The operating conditions in the first and second steps may be the same or different but the exotherm from the hydrotreatment step will normally result in a higher initial temperature for the second step. Where there are distinct hydrodesulfurization and hydrocracking conversion zones, whether in cascade operation or otherwise, it is often desirable to operate the two zones under different conditions. Thus the hydrocracking zone may be operated at higher temperature and lower pressure than the hydrodesulfurization zone in order to maximize the octane increase obtained in this zone.
Further increases in the volumetric yield of the gasoline boiling range fraction of the product, and possibly also of the octane number (particularly the motor octane number), may be obtained by using the C.sub.3 -C.sub.4 portion of the product as feed for an alkylation process to produce alkylate of high octane number. The light ends from the second step of the process are particularly suitable for this purpose since they are more olefinic than the comparable but saturated fraction from the hydrotreating step. Alternatively, the olefinic light ends from the second step may be used as feed to an etherification process to produce ethers such as MTBE or TAME for use as oxygenate fuel components. Depending on the composition of the light ends, especially the paraffin/olefin ratio, alkylation may be carried out with additional alkylation feed, suitably with isobutane which has been made in this or a catalytic cracking process or which is imported from other operations, to convert at least some and preferably a substantial proportion, to high octane alkylate in the gasoline boiling range, to increase both the octane and the volumetric yield of the total gasoline product.
In the operation of this process, it is reasonable to expect that, with a heavy cracked naphtha feed, the first step hydrodesulfurization will reduce the octane number by at least 1.5%, more normally at least about 3%. With a full range naphtha feed, it is reasonable to expect that the hydrodesulfurization operation will reduce the octane number of the gasoline boiling range fraction of the first intermediate product by at least about 5%, and, if the sulfur content is high in the feed, that this octane reduction could go as high as about 15%.

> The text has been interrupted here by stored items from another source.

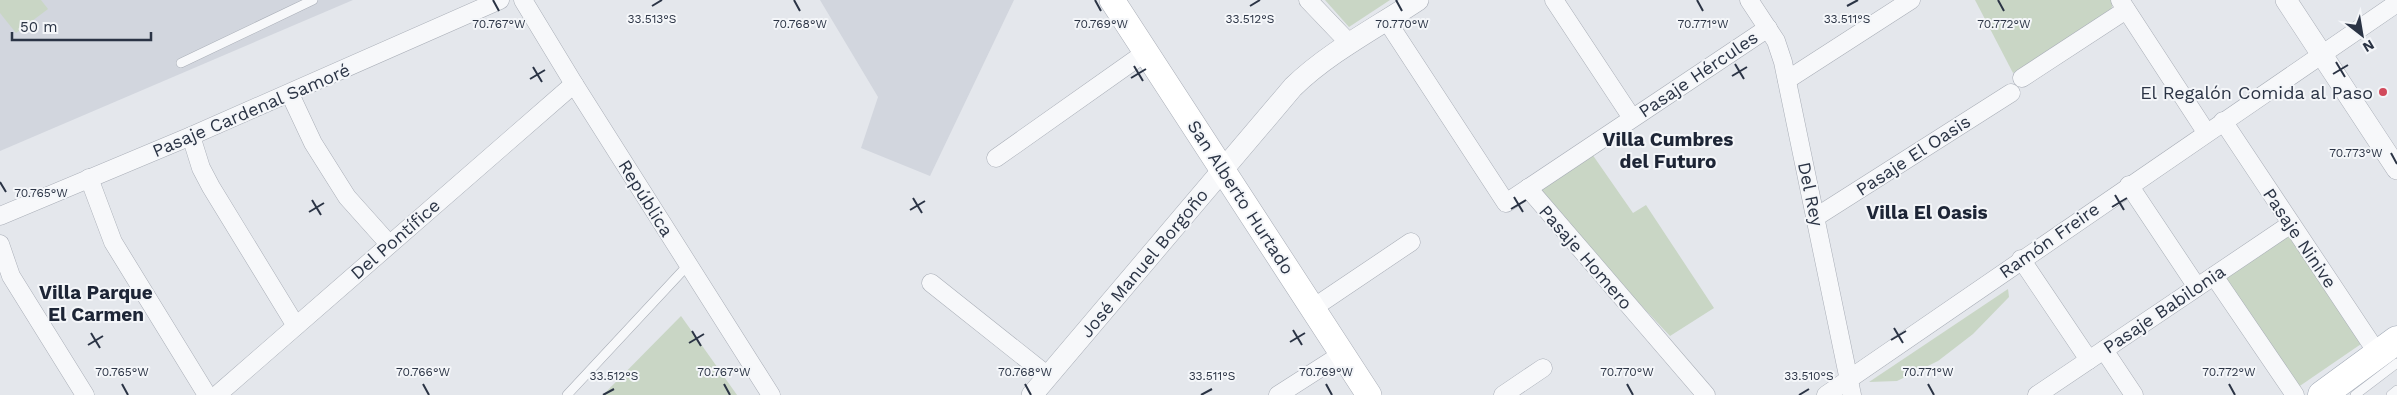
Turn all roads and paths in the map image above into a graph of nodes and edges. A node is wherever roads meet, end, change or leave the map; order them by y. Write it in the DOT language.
graph roads {
  1 [pos="313,0"];
  2 [pos="500,0"];
  3 [pos="523,0"];
  4 [pos="1112,0"];
  5 [pos="1308,0"];
  6 [pos="1418,0"];
  7 [pos="1554,0"];
  8 [pos="1749,0"];
  9 [pos="1911,0"];
  10 [pos="2286,0"];
  11 [pos="2397,3"];
  12 [pos="2123,5"];
  13 [pos="1387,21"];
  14 [pos="1768,28"];
  15 [pos="1350,44"];
  16 [pos="1146,52"];
  17 [pos="2322,55"];
  18 [pos="181,63"];
  19 [pos="2022,78"];
  20 [pos="1787,80"];
  21 [pos="574,84"];
  22 [pos="2011,93"];
  23 [pos="290,94"];
  24 [pos="1632,118"];
  25 [pos="2223,121"];
  26 [pos="2206,132"];
  27 [pos="191,136"];
  28 [pos="996,158"];
  29 [pos="2397,169"];
  30 [pos="1222,170"];
  31 [pos="89,178"];
  32 [pos="2129,185"];
  33 [pos="1528,188"];
  34 [pos="0,216"];
  35 [pos="1816,217"];
  36 [pos="2291,224"];
  37 [pos="1411,242"];
  38 [pos="0,244"];
  39 [pos="389,244"];
  40 [pos="2021,259"];
  41 [pos="688,265"];
  42 [pos="2214,276"];
  43 [pos="931,283"];
  44 [pos="2197,287"];
  45 [pos="1313,308"];
  46 [pos="296,326"];
  47 [pos="2104,350"];
  48 [pos="2391,352"];
  49 [pos="1342,354"];
  50 [pos="2089,360"];
  51 [pos="1543,368"];
  52 [pos="1048,376"];
  53 [pos="1850,387"];
  54 [pos="2397,390"];
  55 [pos="85,395"];
  56 [pos="207,395"];
  57 [pos="217,395"];
  58 [pos="567,395"];
  59 [pos="771,395"];
  60 [pos="1032,395"];
  61 [pos="1278,395"];
  62 [pos="1369,395"];
  63 [pos="1502,395"];
  64 [pos="1706,395"];
  65 [pos="1826,395"];
  66 [pos="2037,395"];
  67 [pos="2134,395"];
  68 [pos="2296,395"];
  69 [pos="2322,395"];
  70 [pos="2355,395"];
  71 [pos="2391,395"];
  1 -- 18 [label="lane"];
  2 -- 23 [label="street, Pasaje Cardenal Samoré"];
  3 -- 21 [label="street, República"];
  4 -- 16 [label="main road, San Alberto Hurtado"];
  5 -- 15 [label="street"];
  6 -- 13 [label="street, José Manuel Borgoño"];
  7 -- 24 [label="street"];
  8 -- 14 [label="street, Del Rey"];
  9 -- 20 [label="street"];
  10 -- 17 [label="street"];
  11 -- 17 [label="street, Ramón Freire"];
  12 -- 19 [label="street"];
  12 -- 26 [label="street"];
  13 -- 15 [label="street, José Manuel Borgoño"];
  13 -- 33 [label="street, Pasaje Homero"];
  14 -- 20 [label="street, Del Rey"];
  14 -- 24 [label="street, Pasaje Hércules"];
  15 -- 30 [label="street, José Manuel Borgoño"];
  16 -- 28 [label="street"];
  16 -- 30 [label="main road, San Alberto Hurtado"];
  17 -- 25 [label="street, Ramón Freire"];
  17 -- 29 [label="street"];
  20 -- 35 [label="street, Del Rey"];
  21 -- 39 [label="street, Del Pontífice"];
  21 -- 41 [label="street, República"];
  22 -- 35 [label="street, Pasaje El Oasis"];
  23 -- 27 [label="street, Pasaje Cardenal Samoré"];
  23 -- 39 [label="street"];
  24 -- 33 [label="street, Pasaje Hércules"];
  25 -- 26 [label="street, Ramón Freire"];
  25 -- 36 [label="street, Pasaje Ninive"];
  26 -- 32 [label="street, Ramón Freire"];
  27 -- 31 [label="street, Pasaje Cardenal Samoré"];
  27 -- 46 [label="street"];
  30 -- 45 [label="main road, San Alberto Hurtado"];
  30 -- 52 [label="street, José Manuel Borgoño"];
  31 -- 34 [label="street, Pasaje Cardenal Samoré"];
  31 -- 56 [label="street"];
  32 -- 40 [label="street, Ramón Freire"];
  32 -- 44 [label="street"];
  33 -- 64 [label="street, Pasaje Homero"];
  35 -- 53 [label="street, Del Rey"];
  36 -- 42 [label="street, Pasaje Babilonia"];
  36 -- 48 [label="street, Pasaje Ninive"];
  37 -- 45 [label="street"];
  38 -- 55 [label="street"];
  39 -- 46 [label="street, Del Pontífice"];
  40 -- 50 [label="street"];
  40 -- 53 [label="street, Ramón Freire"];
  41 -- 58 [label="lane"];
  41 -- 59 [label="street, República"];
  42 -- 44 [label="street, Pasaje Babilonia"];
  42 -- 68 [label="street"];
  43 -- 52 [label="street"];
  44 -- 47 [label="street, Pasaje Babilonia"];
  45 -- 49 [label="main road, San Alberto Hurtado"];
  46 -- 57 [label="street, Del Pontífice"];
  47 -- 50 [label="street, Pasaje Babilonia"];
  47 -- 67 [label="street"];
  48 -- 69 [label="main road"];
  48 -- 70 [label="lane"];
  49 -- 61 [label="street"];
  49 -- 62 [label="main road, San Alberto Hurtado"];
  50 -- 66 [label="street, Pasaje Babilonia"];
  51 -- 63 [label="street"];
  52 -- 60 [label="street, José Manuel Borgoño"];
  53 -- 65 [label="street, Ramón Freire"];
  54 -- 71 [label="lane"];
}
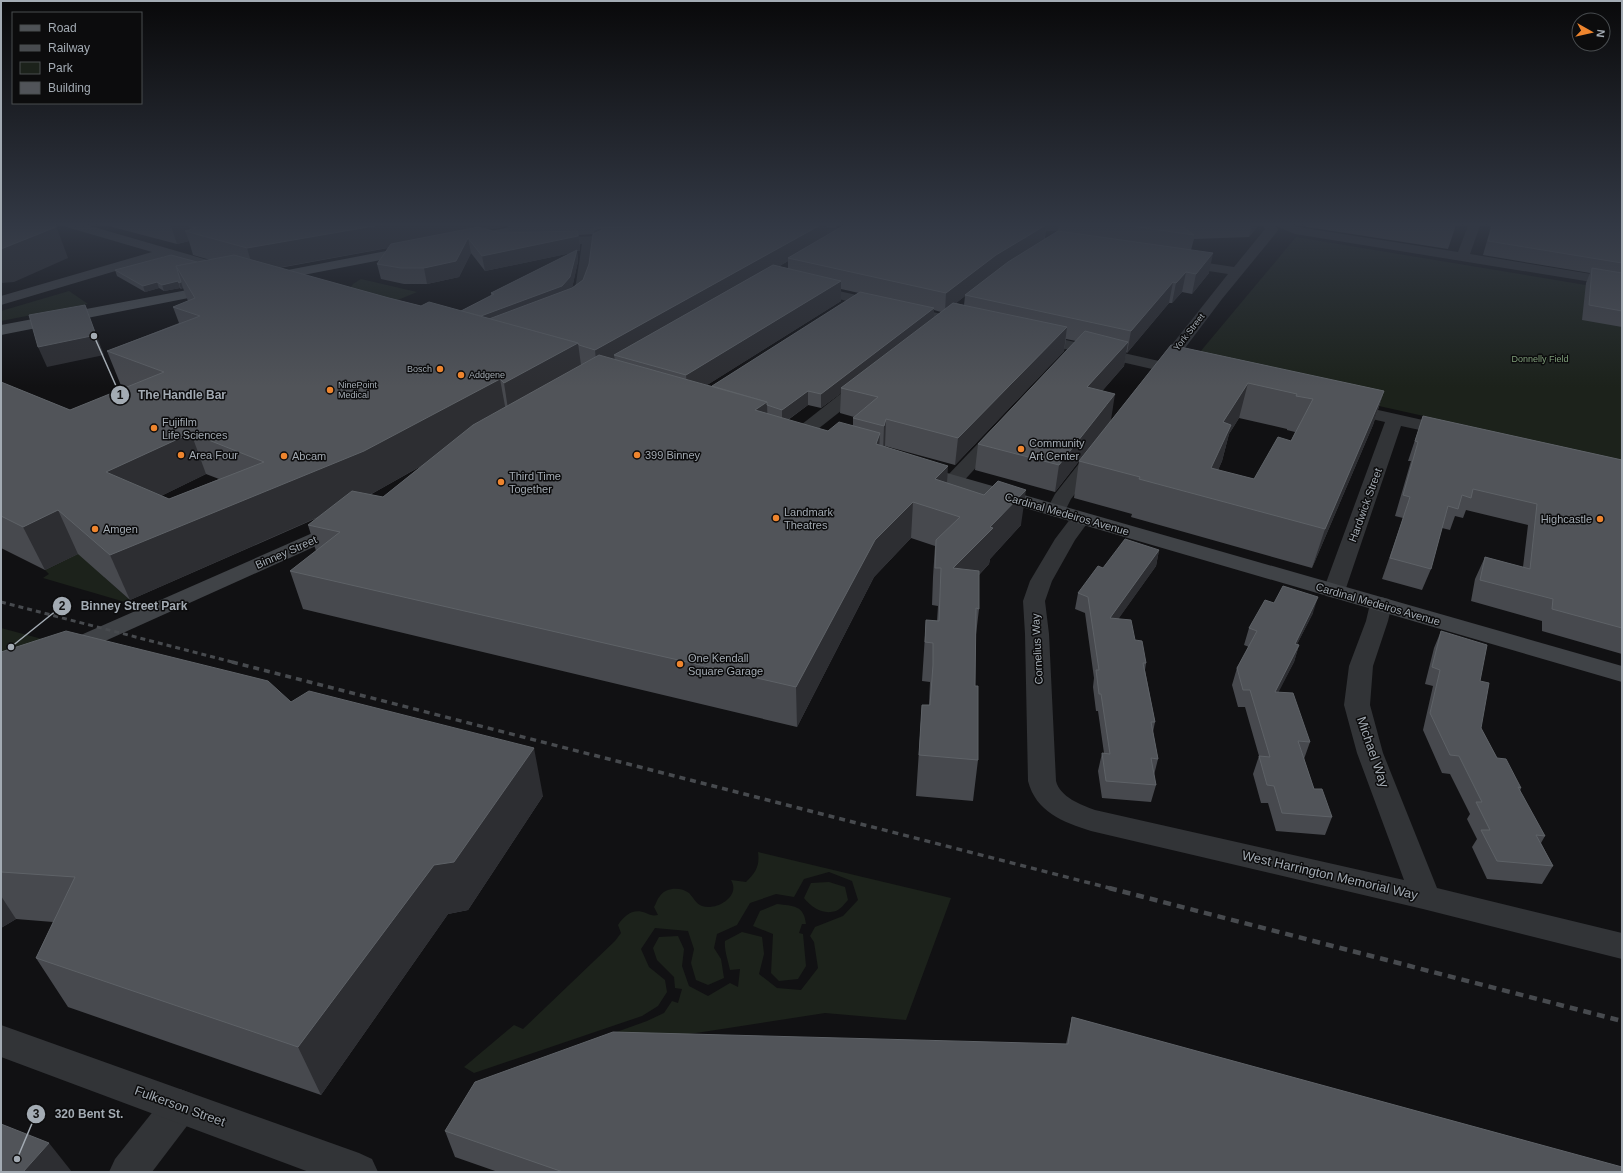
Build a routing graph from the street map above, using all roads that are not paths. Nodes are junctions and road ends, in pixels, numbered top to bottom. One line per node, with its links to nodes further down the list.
1 (81, 278): 13 (main road)
2 (247, 278): 7 (main road)
3 (258, 278): 7 (main road)
4 (583, 278): 14 (street)
5 (1233, 278): 23 (street, York Street)
6 (1588, 278): 8 (street)
7 (251, 279): 11 (main road)
8 (1622, 283)
9 (798, 285): 12 (street)
10 (227, 286): 19 (main road)
11 (286, 288)
12 (857, 298): 15 (street); 16 (street)
13 (1, 301)
14 (554, 308)
15 (838, 311)
16 (954, 314): 17 (street); 18 (street)
17 (978, 326)
18 (934, 329)
19 (1, 330)
20 (1017, 334): 21 (street)
21 (1076, 348): 22 (street); 23 (street)
22 (1064, 363)
23 (1162, 366): 24 (street); 26 (street, York Street)
24 (1199, 375)
25 (873, 377): 30 (street)
26 (1150, 384)
27 (1335, 406): 28 (street)
28 (1395, 420): 31 (street); 39 (street, Hardwick Street)
29 (1005, 425): 35 (street)
30 (790, 434): 33 (main road)
31 (1467, 435)
32 (1106, 441): 36 (street)
33 (820, 442)
34 (901, 466): 35 (main road, Cardinal Medeiros Avenue)
35 (953, 481): 36 (main road, Cardinal Medeiros Avenue)
36 (1056, 511): 37 (main road, Cardinal Medeiros Avenue)
37 (1081, 518): 39 (main road, Cardinal Medeiros Avenue); 43 (street, Cornelius Way)
38 (359, 519): 41 (main road, Binney Street)
39 (1334, 591): 40 (main road, Cardinal Medeiros Avenue)
40 (1381, 604): 42 (main road, Cardinal Medeiros Avenue); 44 (street, Michael Way)
41 (49, 657)
42 (1622, 674)
43 (1045, 792): 44 (street, West Harrington Memorial Way)
44 (1422, 897): 45 (street, West Harrington Memorial Way)
45 (1622, 946)
46 (1, 1041): 47 (street, Fulkerson Street)
47 (180, 1106): 48 (street); 49 (street, Fulkerson Street)
48 (128, 1172)
49 (359, 1172)

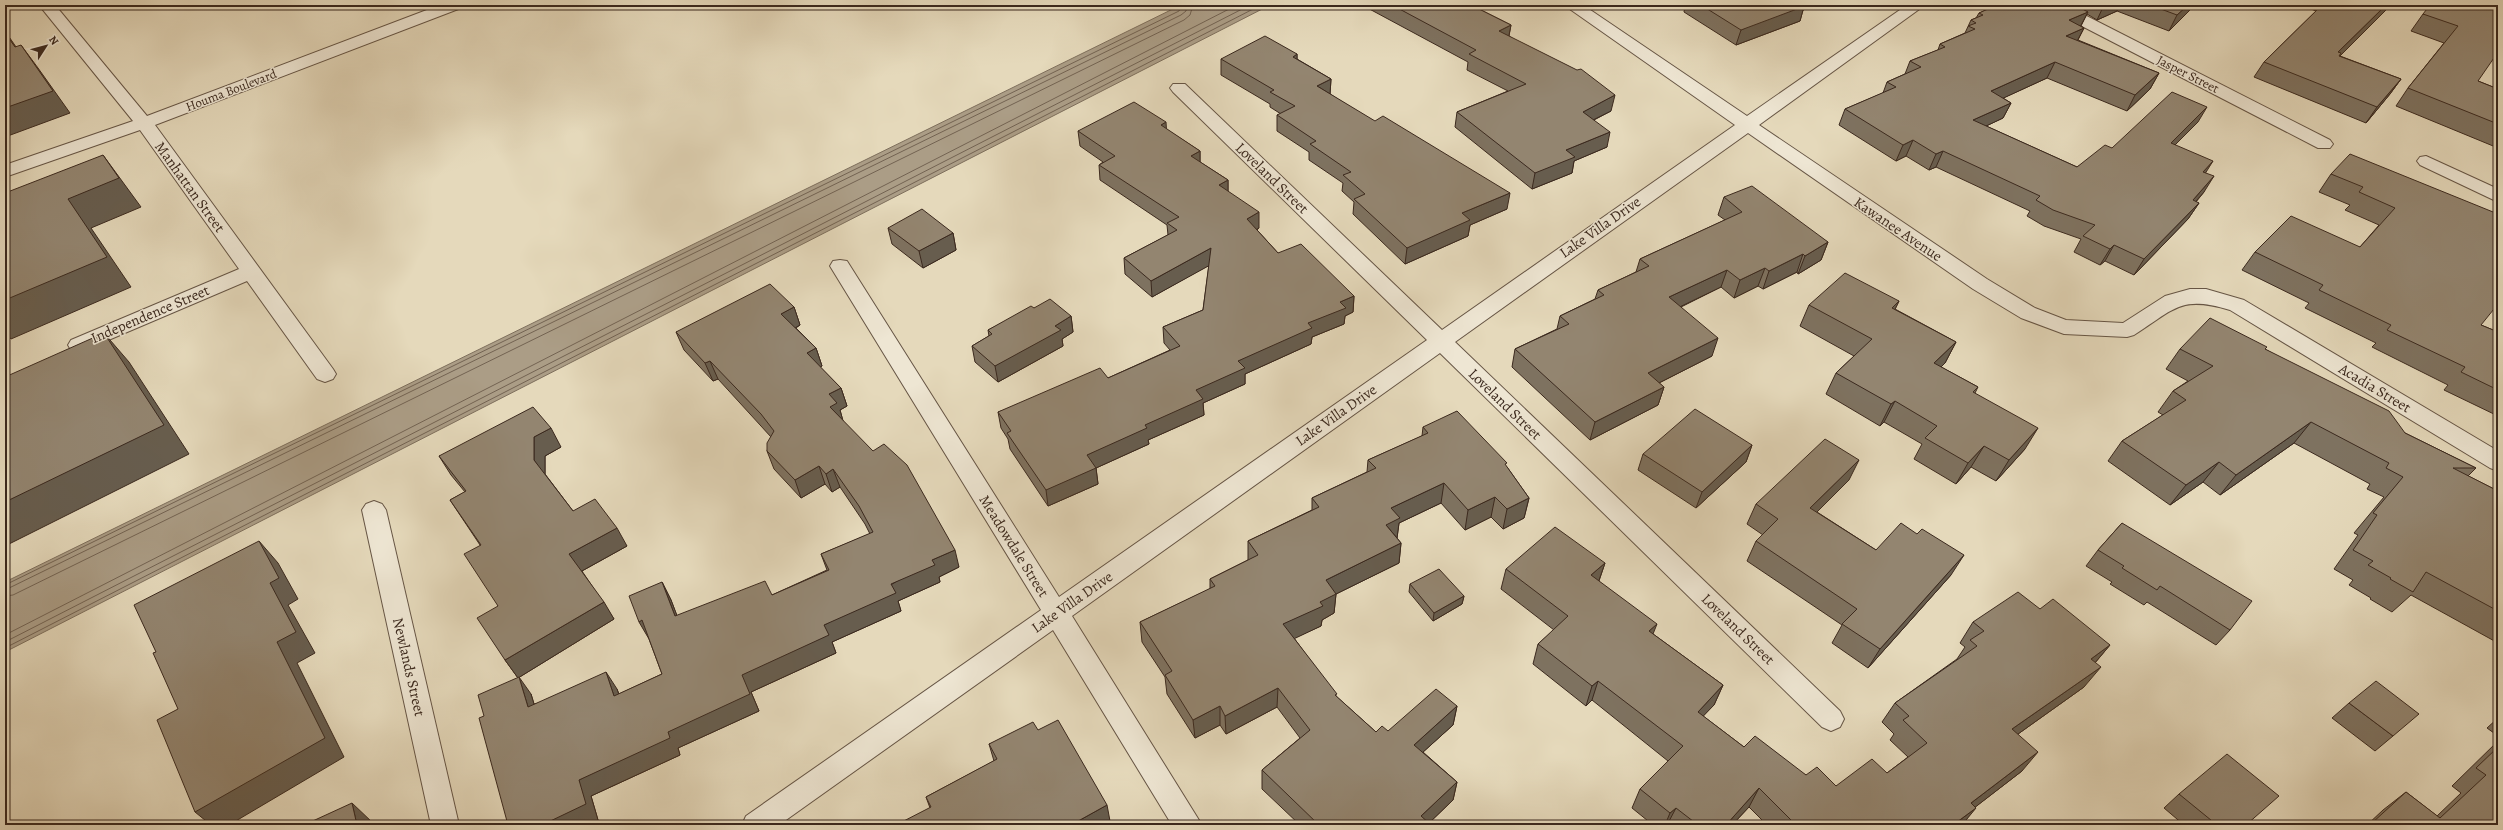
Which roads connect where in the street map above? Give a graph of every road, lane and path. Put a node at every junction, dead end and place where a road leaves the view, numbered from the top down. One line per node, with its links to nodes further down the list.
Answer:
1 (47, 5): 7 (street, Manhattan Street)
2 (455, 5): 7 (street, Houma Boulevard)
3 (1572, 5): 8 (street, Kawanee Avenue)
4 (1917, 5): 8 (street, Lake Villa Drive)
5 (2053, 5): 9 (street, Jasper Street)
6 (1179, 88): 16 (street, Loveland Street)
7 (144, 123): 11 (street, Houma Boulevard); 14 (street, Manhattan Street)
8 (1746, 124): 15 (street, Kawanee Avenue); 16 (street, Lake Villa Drive)
9 (2324, 144)
10 (2426, 161): 12 (street)
11 (5, 171)
12 (2498, 196)
13 (840, 266): 21 (street, Meadowdale Street)
14 (250, 272): 17 (street, Independence Street); 18 (street, Manhattan Street)
15 (2253, 314): 19 (street, Acadia Street)
16 (1440, 341): 21 (street, Lake Villa Drive); 22 (street, Loveland Street)
17 (63, 352)
18 (325, 374)
19 (2498, 462)
20 (374, 510): 23 (street, Newlands Street)
21 (1056, 614): 24 (street, Lake Villa Drive); 25 (street, Meadowdale Street)
22 (1831, 719)
23 (445, 825)
24 (756, 825)
25 (1188, 825)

The second step of the process should be operated under a combination of conditions such that at least about half (1/2) of the octane lost in the first step operation will be recovered, preferably such that all of the lost octane will be recovered, most preferably that the second step will be operated such that there is a net gain of at least about 1% in octane over that of the feed, which is about equivalent to a gain of about at least about 5% based on the octane of the hydrotreated intermediate.
The process should normally be operated under a combination of conditions such that the desulfurization should be at least about 50%, preferably at least about 75%, as compared to the sulfur content of the feed.